───── Data to examine ─────

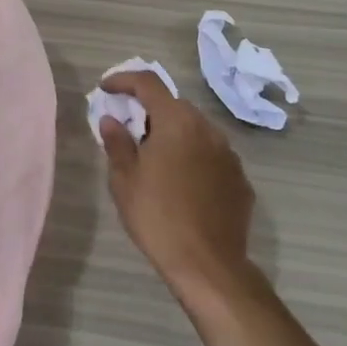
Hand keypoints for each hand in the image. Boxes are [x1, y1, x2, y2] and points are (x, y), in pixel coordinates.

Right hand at [99, 70, 257, 299]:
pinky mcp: (240, 179)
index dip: (124, 80)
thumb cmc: (157, 217)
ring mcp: (228, 154)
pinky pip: (211, 156)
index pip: (148, 83)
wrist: (208, 265)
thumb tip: (111, 119)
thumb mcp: (124, 180)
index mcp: (176, 122)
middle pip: (174, 106)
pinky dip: (193, 158)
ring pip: (195, 131)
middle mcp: (207, 129)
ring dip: (174, 135)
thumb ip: (117, 142)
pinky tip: (182, 185)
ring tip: (155, 162)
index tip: (106, 89)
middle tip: (129, 133)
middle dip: (149, 111)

─────

▶ [What you are asked to do] Only the lines from the one with "thumb ip: (117, 142)" through the end of the data belong in the answer, each reproduced exactly.

▶ [Task output]
thumb ip: (117, 142)
pinky tip: (182, 185)
ring tip: (155, 162)
index tip: (106, 89)
middle tip: (129, 133)
middle dip: (149, 111)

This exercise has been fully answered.